Some tools you may want your team members to have access to:
- Collaboration tools – at Teamdeck we use tools like Confluence and Bitbucket, so we want to make sure they have access to workspaces and projects assigned to them.
- Communication channels – we use Slack for day-to-day communication, so we need team members to join the right channels.
- Timesheets & time tracking – we want to track our employees workload and working hours. As they fill in timesheets themselves, they need to have a Teamdeck account with the right role assigned.
This way everyone can fully contribute to the project. Having access to necessary tools and channels, team members are up to date with the project and they can work together more easily.

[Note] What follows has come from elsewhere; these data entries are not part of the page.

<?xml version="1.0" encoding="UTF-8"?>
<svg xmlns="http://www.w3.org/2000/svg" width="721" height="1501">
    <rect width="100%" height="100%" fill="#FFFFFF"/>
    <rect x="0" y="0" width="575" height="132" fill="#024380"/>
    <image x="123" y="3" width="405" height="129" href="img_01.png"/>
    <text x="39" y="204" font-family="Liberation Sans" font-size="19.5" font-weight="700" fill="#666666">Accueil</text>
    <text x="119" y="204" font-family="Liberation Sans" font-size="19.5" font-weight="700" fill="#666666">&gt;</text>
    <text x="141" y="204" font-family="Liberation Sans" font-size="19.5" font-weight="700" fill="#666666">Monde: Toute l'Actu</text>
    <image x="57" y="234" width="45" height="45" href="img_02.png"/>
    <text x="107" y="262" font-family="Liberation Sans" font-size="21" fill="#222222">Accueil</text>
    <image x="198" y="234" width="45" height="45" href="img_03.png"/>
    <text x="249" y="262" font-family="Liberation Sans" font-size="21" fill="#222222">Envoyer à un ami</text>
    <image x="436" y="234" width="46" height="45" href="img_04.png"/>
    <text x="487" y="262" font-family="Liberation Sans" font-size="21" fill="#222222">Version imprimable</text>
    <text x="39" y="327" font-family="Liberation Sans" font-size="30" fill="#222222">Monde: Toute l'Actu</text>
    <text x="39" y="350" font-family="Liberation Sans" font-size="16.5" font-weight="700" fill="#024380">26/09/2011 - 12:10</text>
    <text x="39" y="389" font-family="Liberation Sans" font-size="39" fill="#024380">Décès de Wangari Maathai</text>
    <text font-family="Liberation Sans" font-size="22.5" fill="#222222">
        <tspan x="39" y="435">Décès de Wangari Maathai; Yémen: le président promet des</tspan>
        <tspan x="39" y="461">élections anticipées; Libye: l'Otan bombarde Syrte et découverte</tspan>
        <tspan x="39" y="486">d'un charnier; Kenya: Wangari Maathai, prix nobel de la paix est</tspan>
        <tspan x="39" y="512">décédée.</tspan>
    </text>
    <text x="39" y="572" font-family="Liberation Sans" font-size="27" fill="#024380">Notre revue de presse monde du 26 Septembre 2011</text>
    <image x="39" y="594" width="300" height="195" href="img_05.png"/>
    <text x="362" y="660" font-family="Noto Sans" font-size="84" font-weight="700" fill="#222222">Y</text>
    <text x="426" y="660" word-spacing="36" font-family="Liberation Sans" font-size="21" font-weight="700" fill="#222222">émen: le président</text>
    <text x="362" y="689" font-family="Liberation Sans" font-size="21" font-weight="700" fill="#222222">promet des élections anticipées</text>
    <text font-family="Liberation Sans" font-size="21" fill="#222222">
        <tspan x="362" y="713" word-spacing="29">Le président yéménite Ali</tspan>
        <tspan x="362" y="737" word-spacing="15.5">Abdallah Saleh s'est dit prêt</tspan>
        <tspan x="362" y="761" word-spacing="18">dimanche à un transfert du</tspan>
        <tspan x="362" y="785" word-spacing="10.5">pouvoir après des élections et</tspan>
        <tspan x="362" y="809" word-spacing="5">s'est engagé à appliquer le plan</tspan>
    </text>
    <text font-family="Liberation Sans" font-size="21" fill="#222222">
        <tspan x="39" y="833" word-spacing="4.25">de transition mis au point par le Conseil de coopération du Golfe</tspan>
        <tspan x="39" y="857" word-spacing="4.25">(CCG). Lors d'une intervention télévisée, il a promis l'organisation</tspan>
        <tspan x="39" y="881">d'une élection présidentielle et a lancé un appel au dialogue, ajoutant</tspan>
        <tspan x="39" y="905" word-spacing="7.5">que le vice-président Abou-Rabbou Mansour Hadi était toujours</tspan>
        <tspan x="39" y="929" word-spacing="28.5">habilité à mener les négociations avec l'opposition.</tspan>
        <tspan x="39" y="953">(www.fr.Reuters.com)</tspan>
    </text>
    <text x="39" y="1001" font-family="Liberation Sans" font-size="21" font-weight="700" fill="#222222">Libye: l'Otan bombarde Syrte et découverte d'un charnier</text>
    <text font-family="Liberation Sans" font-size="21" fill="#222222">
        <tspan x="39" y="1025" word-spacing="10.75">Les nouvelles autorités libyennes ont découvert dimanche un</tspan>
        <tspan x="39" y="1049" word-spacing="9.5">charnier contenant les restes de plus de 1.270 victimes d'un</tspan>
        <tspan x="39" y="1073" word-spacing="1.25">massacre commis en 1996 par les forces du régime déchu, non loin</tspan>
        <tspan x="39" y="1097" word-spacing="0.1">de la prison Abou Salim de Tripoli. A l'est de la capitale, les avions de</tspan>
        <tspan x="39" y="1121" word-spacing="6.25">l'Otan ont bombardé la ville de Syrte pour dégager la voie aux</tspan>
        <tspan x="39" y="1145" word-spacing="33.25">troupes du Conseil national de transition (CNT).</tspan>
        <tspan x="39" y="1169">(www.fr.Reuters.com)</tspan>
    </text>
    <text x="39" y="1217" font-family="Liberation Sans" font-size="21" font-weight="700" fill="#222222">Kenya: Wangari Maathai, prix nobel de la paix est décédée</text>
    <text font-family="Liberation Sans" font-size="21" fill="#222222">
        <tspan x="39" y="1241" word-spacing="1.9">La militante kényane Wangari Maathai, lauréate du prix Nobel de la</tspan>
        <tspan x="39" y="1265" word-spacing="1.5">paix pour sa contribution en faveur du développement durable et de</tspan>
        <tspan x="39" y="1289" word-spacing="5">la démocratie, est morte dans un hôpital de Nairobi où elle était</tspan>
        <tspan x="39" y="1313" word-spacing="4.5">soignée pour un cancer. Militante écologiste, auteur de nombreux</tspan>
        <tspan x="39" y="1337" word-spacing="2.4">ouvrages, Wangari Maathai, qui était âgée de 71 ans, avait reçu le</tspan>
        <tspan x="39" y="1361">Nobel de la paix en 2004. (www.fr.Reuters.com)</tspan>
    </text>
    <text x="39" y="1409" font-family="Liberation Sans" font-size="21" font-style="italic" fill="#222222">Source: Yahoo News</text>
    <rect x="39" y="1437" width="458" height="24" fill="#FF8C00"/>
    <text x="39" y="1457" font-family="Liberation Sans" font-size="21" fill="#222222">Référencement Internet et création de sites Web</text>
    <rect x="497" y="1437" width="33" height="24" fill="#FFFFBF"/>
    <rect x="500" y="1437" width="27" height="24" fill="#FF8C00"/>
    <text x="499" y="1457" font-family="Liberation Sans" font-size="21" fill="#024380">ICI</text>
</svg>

4. Hold onboarding sessions
Once you have all information about the project, you have your team chosen and the tools set, you can onboard your team members.
If you’re starting off a new project, you can conduct a workshop with your client. During such a kick-off (or Sprint Zero), the goal is to:
- uncover risks and dependencies of the project
- check if everyone has the same picture of what the project is all about
- check if the client’s expectations are realistic
- ask if there are any areas of conflict or inconsistency that need to be resolved prior to the start of the project
Having a client present during the kick-off will help cover all project areas. On top of that, making expectations clear upfront and giving your team a chance to speak their minds will improve collaboration later on.
If you onboard new resources to an existing project or you need to introduce changes in the scope, focus on knowledge transfer. Brief your team about the project: what are its goals, business objectives, requirements and what is the expected outcome. Inform each team member about their role. This meeting is to make sure that everyone understands the project.
Onboarding a project, project managers should focus on transferring the project knowledge to their team.
It’s the time when you make final decisions about your team, pick the tools and onboard resources.
At this stage of the project, you can reduce the number of questions your team members would ask later on and improve collaboration between them, as everyone knows exactly what they’re assigned to.